Simplesmente desandamos, não somos melhores que outros povos, e, como muitos deles, também somos incapazes de partilhar uma vida em comum em nossa própria casa. Precisamos dos goim que nos infernizaram a vida no galut, necessários para condicionar o ideal da solidariedade judaica. George Steiner provavelmente me daria razão. O Israel ao qual nos encaminhamos nos afronta.

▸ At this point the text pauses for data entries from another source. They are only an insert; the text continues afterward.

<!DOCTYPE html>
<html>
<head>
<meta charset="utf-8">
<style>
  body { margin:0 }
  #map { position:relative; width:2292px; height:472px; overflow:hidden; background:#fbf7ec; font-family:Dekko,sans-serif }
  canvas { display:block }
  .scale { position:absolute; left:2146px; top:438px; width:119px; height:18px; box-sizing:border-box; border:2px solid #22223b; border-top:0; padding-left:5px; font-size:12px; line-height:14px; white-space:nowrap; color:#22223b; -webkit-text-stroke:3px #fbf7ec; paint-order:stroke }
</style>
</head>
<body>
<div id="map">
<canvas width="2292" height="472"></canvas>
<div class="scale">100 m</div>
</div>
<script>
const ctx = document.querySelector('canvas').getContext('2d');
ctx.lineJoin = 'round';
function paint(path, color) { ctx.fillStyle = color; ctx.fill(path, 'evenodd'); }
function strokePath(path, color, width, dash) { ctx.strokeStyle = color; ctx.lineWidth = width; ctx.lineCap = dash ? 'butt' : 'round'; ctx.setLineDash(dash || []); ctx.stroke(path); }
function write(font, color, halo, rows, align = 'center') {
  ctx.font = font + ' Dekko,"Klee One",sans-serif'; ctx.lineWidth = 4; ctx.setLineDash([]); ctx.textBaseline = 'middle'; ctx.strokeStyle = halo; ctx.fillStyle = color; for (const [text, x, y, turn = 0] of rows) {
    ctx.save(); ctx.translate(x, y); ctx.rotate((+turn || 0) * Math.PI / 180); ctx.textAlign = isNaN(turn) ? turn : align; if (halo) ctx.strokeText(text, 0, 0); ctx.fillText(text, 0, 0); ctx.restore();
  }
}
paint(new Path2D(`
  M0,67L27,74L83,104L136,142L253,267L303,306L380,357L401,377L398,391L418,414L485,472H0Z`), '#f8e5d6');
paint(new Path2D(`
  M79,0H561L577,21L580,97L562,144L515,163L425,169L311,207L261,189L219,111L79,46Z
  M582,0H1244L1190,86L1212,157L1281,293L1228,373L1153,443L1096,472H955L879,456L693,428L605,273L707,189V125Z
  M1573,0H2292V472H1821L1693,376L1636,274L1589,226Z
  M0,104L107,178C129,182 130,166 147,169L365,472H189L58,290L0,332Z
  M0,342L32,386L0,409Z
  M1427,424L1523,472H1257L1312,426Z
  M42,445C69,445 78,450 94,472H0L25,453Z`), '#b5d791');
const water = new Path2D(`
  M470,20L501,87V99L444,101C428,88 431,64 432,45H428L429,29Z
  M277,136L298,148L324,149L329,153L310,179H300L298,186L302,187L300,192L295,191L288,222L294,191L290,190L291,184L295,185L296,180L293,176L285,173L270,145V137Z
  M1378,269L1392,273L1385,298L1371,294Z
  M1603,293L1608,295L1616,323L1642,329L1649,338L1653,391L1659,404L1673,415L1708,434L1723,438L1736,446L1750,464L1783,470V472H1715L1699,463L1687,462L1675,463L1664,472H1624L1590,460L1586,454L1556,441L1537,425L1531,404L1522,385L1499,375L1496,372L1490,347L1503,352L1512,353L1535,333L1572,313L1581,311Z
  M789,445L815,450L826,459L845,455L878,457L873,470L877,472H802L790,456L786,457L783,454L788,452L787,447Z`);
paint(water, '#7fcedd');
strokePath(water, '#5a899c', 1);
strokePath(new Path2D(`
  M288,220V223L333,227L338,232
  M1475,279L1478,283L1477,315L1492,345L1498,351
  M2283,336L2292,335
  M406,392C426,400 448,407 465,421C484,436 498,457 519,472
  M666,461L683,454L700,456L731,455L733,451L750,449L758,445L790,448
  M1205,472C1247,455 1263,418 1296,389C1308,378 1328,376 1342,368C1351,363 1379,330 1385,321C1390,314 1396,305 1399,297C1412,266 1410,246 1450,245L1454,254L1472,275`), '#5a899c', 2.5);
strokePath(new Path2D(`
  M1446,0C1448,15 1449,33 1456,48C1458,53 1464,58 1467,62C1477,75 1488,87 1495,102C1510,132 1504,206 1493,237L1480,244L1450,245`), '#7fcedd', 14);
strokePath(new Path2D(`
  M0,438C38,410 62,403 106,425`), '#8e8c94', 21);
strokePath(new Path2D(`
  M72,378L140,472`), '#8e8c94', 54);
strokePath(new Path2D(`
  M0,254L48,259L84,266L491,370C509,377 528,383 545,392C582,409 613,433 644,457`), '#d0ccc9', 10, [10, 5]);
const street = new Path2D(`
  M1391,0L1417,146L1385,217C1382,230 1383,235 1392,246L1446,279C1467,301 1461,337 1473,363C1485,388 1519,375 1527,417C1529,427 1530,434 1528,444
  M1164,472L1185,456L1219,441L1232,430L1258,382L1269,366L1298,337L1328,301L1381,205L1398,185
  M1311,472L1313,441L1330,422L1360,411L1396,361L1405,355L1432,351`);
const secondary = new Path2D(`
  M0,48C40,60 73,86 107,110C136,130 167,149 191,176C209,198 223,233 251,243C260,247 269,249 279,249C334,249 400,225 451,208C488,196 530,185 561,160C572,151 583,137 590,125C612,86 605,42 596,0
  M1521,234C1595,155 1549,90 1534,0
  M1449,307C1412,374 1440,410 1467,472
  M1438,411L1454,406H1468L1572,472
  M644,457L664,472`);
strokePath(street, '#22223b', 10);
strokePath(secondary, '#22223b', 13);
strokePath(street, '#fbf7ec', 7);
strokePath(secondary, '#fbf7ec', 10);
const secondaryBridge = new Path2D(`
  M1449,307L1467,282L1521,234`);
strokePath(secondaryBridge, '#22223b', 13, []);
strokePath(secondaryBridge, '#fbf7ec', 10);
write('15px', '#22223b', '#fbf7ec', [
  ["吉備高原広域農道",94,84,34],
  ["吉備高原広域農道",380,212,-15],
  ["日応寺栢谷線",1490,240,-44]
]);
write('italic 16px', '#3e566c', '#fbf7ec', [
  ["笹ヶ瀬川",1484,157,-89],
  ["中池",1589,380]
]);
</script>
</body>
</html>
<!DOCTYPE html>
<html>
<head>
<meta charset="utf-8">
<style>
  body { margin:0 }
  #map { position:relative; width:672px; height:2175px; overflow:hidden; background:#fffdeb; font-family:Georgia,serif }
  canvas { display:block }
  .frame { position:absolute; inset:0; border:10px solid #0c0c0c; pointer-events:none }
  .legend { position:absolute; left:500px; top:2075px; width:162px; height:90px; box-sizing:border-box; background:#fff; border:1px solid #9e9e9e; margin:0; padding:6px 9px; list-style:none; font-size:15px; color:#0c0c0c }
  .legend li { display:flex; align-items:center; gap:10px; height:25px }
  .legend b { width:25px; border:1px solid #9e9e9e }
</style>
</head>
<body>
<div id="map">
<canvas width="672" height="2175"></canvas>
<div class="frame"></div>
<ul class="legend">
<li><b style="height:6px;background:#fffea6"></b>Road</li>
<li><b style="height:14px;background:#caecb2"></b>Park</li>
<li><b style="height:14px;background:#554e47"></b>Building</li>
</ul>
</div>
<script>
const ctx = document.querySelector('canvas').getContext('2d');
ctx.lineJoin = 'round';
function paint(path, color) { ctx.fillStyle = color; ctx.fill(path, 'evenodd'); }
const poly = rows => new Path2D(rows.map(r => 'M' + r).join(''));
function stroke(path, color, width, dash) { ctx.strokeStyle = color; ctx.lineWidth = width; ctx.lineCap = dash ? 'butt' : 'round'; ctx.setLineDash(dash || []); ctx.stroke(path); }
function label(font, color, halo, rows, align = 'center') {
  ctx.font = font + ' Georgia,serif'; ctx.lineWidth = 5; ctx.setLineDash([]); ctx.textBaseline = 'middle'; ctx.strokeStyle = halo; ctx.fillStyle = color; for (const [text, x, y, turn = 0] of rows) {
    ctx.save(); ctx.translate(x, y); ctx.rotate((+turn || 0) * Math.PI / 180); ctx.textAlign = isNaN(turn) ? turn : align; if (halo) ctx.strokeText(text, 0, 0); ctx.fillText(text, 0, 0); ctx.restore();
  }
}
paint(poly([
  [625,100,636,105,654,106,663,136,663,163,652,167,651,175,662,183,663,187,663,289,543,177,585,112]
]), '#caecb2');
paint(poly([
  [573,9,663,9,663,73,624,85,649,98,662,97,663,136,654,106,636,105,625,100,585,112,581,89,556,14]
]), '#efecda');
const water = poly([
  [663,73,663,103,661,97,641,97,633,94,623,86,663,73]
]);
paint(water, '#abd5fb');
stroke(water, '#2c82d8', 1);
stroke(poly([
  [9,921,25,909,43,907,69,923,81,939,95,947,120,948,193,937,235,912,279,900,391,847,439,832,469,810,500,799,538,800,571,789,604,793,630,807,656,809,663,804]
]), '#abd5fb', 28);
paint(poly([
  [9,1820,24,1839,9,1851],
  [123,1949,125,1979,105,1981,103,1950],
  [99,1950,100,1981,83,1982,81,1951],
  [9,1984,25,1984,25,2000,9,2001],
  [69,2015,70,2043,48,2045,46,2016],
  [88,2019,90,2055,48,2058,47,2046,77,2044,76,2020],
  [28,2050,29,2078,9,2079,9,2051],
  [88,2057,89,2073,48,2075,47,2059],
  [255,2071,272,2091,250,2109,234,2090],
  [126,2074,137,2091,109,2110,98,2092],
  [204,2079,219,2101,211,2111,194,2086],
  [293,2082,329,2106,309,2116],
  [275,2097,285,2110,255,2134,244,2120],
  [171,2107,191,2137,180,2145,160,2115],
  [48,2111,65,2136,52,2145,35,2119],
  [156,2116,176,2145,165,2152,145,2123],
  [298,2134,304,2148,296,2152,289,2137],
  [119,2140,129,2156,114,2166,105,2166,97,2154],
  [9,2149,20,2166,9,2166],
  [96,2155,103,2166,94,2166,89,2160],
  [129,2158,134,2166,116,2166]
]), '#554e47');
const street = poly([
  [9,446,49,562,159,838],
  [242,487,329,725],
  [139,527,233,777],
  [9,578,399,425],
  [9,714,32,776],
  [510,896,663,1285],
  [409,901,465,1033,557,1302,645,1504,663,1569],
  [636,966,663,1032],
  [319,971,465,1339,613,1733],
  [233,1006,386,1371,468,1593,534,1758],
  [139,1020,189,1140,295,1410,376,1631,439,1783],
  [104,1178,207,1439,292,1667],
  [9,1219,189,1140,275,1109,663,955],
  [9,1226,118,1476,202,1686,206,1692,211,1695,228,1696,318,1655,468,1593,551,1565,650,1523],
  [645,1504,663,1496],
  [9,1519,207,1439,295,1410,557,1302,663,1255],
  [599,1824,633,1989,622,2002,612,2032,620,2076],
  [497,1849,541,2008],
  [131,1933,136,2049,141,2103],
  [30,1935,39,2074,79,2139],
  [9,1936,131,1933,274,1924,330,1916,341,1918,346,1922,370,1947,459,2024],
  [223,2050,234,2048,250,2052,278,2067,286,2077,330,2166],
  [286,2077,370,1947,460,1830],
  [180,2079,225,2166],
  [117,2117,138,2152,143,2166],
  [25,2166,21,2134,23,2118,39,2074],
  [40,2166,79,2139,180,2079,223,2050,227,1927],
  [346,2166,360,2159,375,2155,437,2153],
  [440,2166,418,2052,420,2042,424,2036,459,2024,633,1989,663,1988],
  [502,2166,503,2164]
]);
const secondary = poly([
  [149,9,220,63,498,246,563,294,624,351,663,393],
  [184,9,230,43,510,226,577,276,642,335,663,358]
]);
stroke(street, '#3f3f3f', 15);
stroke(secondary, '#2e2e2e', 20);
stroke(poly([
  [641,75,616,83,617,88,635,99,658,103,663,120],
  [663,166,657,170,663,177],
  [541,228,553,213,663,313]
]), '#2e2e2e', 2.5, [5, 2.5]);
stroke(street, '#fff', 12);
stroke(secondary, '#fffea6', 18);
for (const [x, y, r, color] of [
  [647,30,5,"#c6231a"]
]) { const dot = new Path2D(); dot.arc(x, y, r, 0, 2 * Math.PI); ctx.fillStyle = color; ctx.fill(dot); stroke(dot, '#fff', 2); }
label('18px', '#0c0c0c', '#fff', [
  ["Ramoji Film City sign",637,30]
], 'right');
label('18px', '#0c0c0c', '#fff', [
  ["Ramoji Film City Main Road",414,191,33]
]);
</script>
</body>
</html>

Na minha percepção, o início e o final desses cinquenta anos estão conectados pelo golem judeu-nazista que emergiu há cinquenta anos atrás, reforçado por setores ortodoxos. Como se o tempo não contasse, apenas a angústia de um mundo transtornado. Temores e incertezas vêm à tona. Acordo suado e digo para mim, não se preocupe, afinal é apenas um pesadelo, tudo é passageiro y no pasarán, mas, que acontecerá si pasan? Que hago? Que hacemos?
*Avraham (‘Tito’) Milgram nasceu em Buenos Aires em 1951, cresceu em Curitiba e emigrou para Israel em 1973. Cursou o bacharelado, mestrado e doutorado em história judaica na Universidade Hebraica de Jerusalém. Milgram foi historiador e pesquisador sênior do Museu do Holocausto Yad Vashem e do Pavilhão Judaico nº 27 em Auschwitz. Publicou vários livros sobre judeus no Brasil e Portugal no século XX, editou a Enciclopédia dos Justos das Nações, a coletânea Fragmentos de Memórias (2010) e os Encantos e Desencantos (Amazon Brasil 2021). Deve sua formação humanista ao movimento juvenil sionista-socialista Dror/Ichud Habonim. Avraham Milgram é historiador independente, vive em Tzur Hadassa, é casado com a Beth e seus filhos e netos nasceram em Israel.
Este texto não reflete necessariamente a opinião do Instituto Brasil-Israel, onde foi inicialmente publicado.